**Exercise objective:**
What is the number of lines below that contain the string "Cury"? Give it and nothing else.

(Collected data)
——————
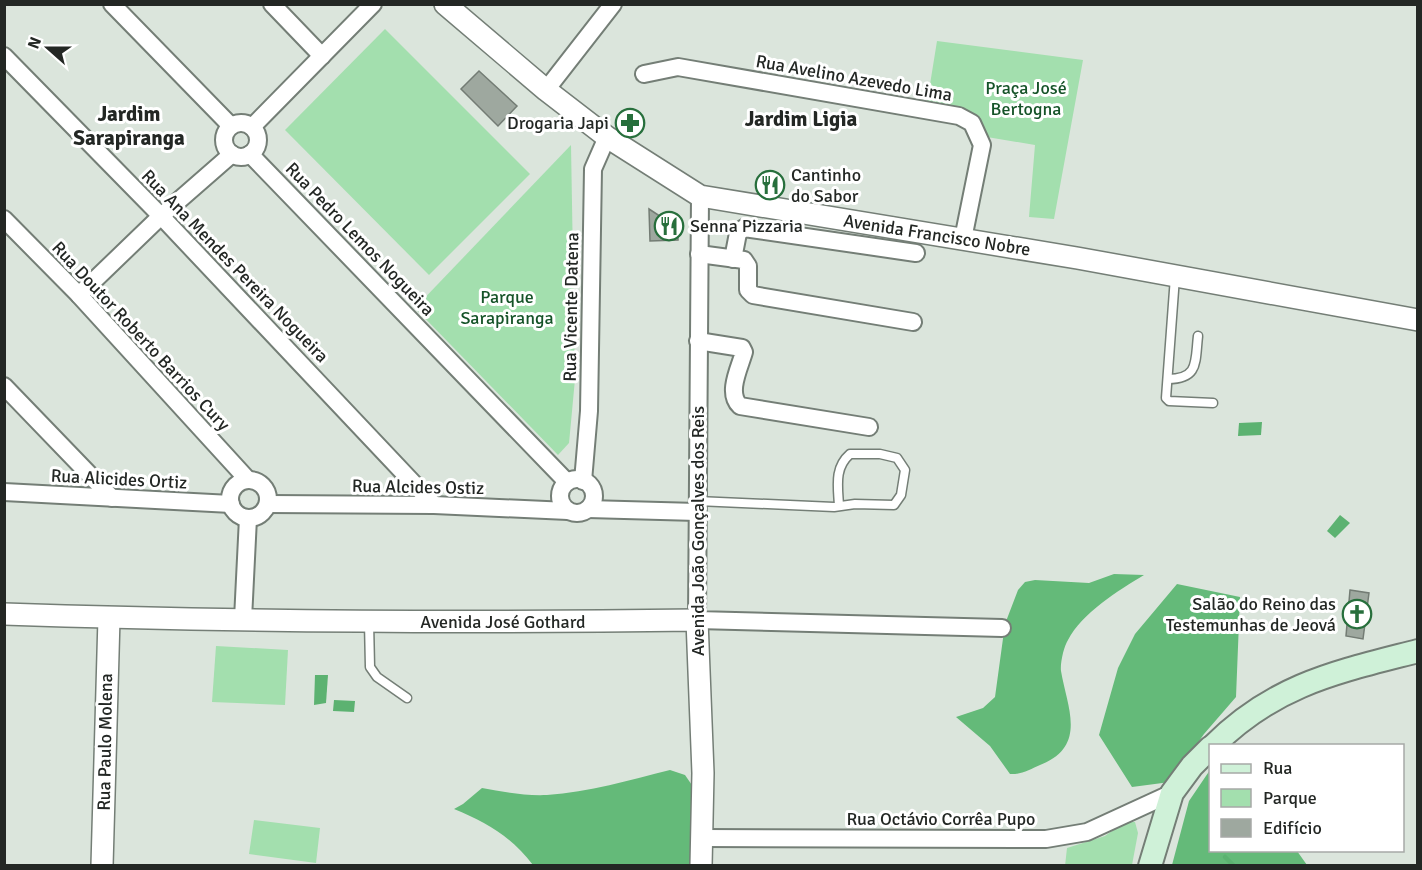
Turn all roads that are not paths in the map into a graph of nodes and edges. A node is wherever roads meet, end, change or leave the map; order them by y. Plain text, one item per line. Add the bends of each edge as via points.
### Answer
1 (112, 4) edge
2 (272, 4) edge
3 (373, 4) edge
4 (445, 4) edge
5 (613, 4) edge
6 (4, 56) edge
7 (321, 56) junction
8 (644, 74) dead end
9 (546, 90) junction
10 (231, 126) junction
11 (252, 127) junction
12 (607, 137) junction
13 (232, 154) junction
14 (250, 154) junction
15 (700, 196) junction
16 (161, 216) junction
17 (4, 219) edge
18 (963, 239) junction
19 (699, 254) junction
20 (916, 254) dead end
21 (733, 259) junction
22 (1175, 277) junction
23 (79, 295) junction
24 (1418, 320) edge
25 (913, 322) dead end
26 (1198, 336) dead end
27 (698, 341) junction
28 (1167, 379) junction
29 (4, 386) edge
30 (1213, 403) dead end
31 (869, 426) dead end
32 (248, 480) junction
33 (575, 481) junction
34 (4, 492) edge
35 (112, 498) junction
36 (231, 504) junction
37 (268, 504) junction
38 (434, 505) junction
39 (839, 506) junction
40 (697, 507) junction
41 (588, 509) junction
42 (568, 511) junction
43 (248, 518) junction
44 (4, 614) edge
45 (109, 618) junction
46 (243, 619) junction
47 (697, 620) junction
48 (369, 622) junction
49 (1002, 628) dead end
50 (1418, 651) edge
51 (407, 698) dead end
52 (1215, 744) edge
53 (1209, 750) edge
54 (1172, 793) junction
55 (702, 838) junction
56 (102, 866) edge
57 (701, 866) edge
58 (1150, 866) edge

1 - 10 street
2 - 7 street
3 - 7 street
4 - 9 street, Avenida Francisco Nobre
5 - 9 street
6 - 16 street, Rua Ana Mendes Pereira Nogueira
7 - 11 street
8 - 18 street, Rua Avelino Azevedo Lima via 678,67 959,116 972,123 982,145
9 - 12 street, Avenida Francisco Nobre
10 - 11 street via 242,123
10 - 13 street via 224,140
11 - 14 street via 258,142
12 - 15 street, Avenida Francisco Nobre
12 - 33 street, Rua Vicente Datena via 593,169 589,411
13 - 14 street
13 - 16 street
14 - 33 street, Rua Pedro Lemos Nogueira
15 - 18 street, Avenida Francisco Nobre
15 - 19 street, Avenida João Gonçalves dos Reis
16 - 23 street
16 - 38 street, Rua Ana Mendes Pereira Nogueira
17 - 23 street, Rua Doutor Roberto Barrios Cury
18 - 22 street, Avenida Francisco Nobre
19 - 21 street
19 - 27 street, Avenida João Gonçalves dos Reis
20 - 21 street via 744,228 738,233
21 - 25 street via 744,260 748,266 748,290 753,295
22 - 24 street, Avenida Francisco Nobre
22 - 28 lane
23 - 32 street, Rua Doutor Roberto Barrios Cury
26 - 28 lane via 1194,366 1189,374 1185,378
27 - 31 street via 742,348 733,393 740,406
27 - 40 street, Avenida João Gonçalves dos Reis
28 - 30 lane via 1169,401
29 - 35 street
32 - 36 street via 236,485
32 - 37 street via 264,486
33 - 41 street via 592,488
33 - 42 street via 560,491 563,507
34 - 35 street, Rua Alicides Ortiz
35 - 36 street, Rua Alicides Ortiz
36 - 43 street via 237,514
37 - 38 street, Rua Alcides Ostiz
37 - 43 street via 261,514
38 - 42 street, Rua Alcides Ostiz
39 - 39 lane via 894,505 902,495 905,470 897,458 850,454 838,471
39 - 40 lane
40 - 41 street
40 - 47 street, Avenida João Gonçalves dos Reis
41 - 42 street
43 - 46 street
44 - 45 street, Avenida José Gothard
45 - 46 street, Avenida José Gothard
45 - 56 street, Rua Paulo Molena
46 - 48 street, Avenida José Gothard
47 - 48 street, Avenida José Gothard
47 - 49 street, Avenida José Gothard
47 - 55 street, Avenida João Gonçalves dos Reis
48 - 51 lane via 370,667 377,677
50 - 52 main road via 1326,675 1289,690 1251,713
53 - 54 main road
54 - 55 street, Rua Octávio Corrêa Pupo via 1087,832 1046,839
54 - 58 main road
55 - 57 street, Avenida João Gonçalves dos Reis

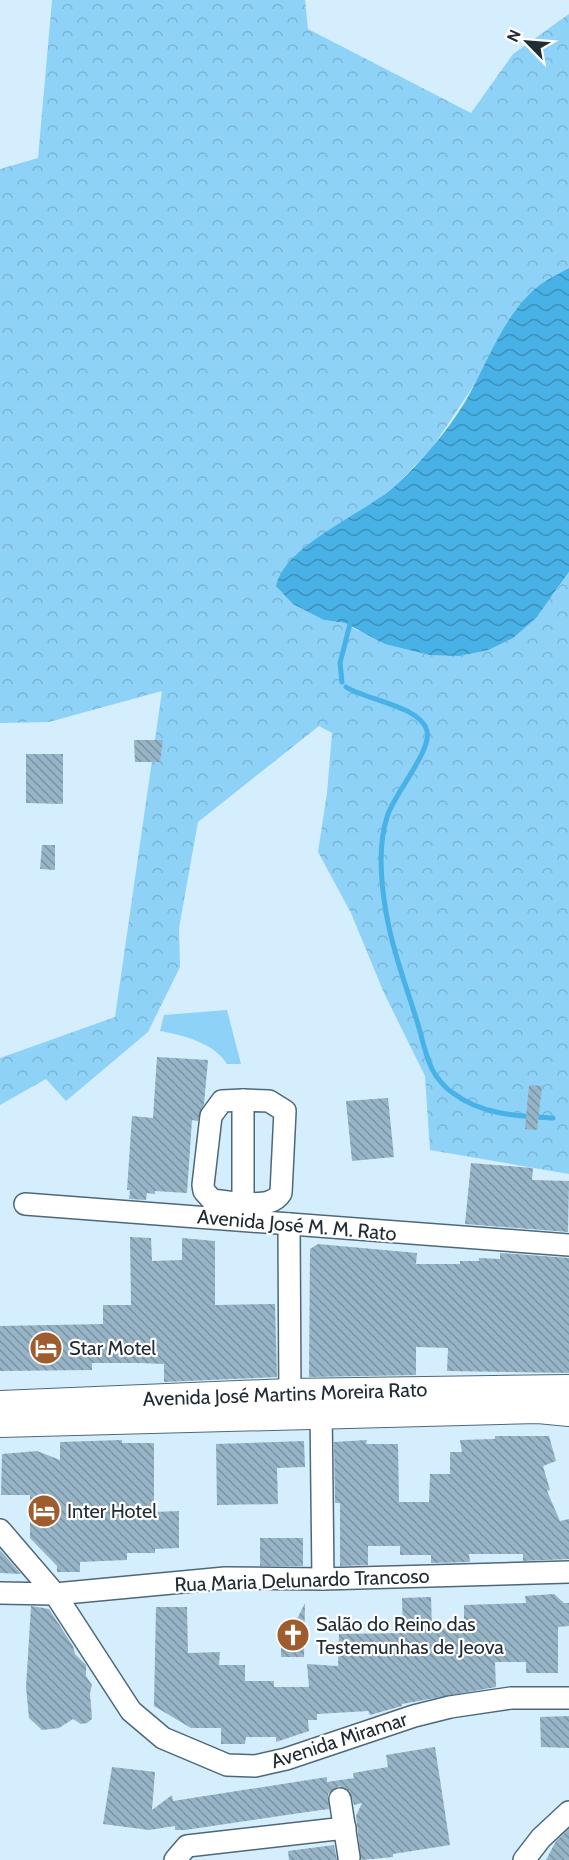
——————
**Exercise solution:**
2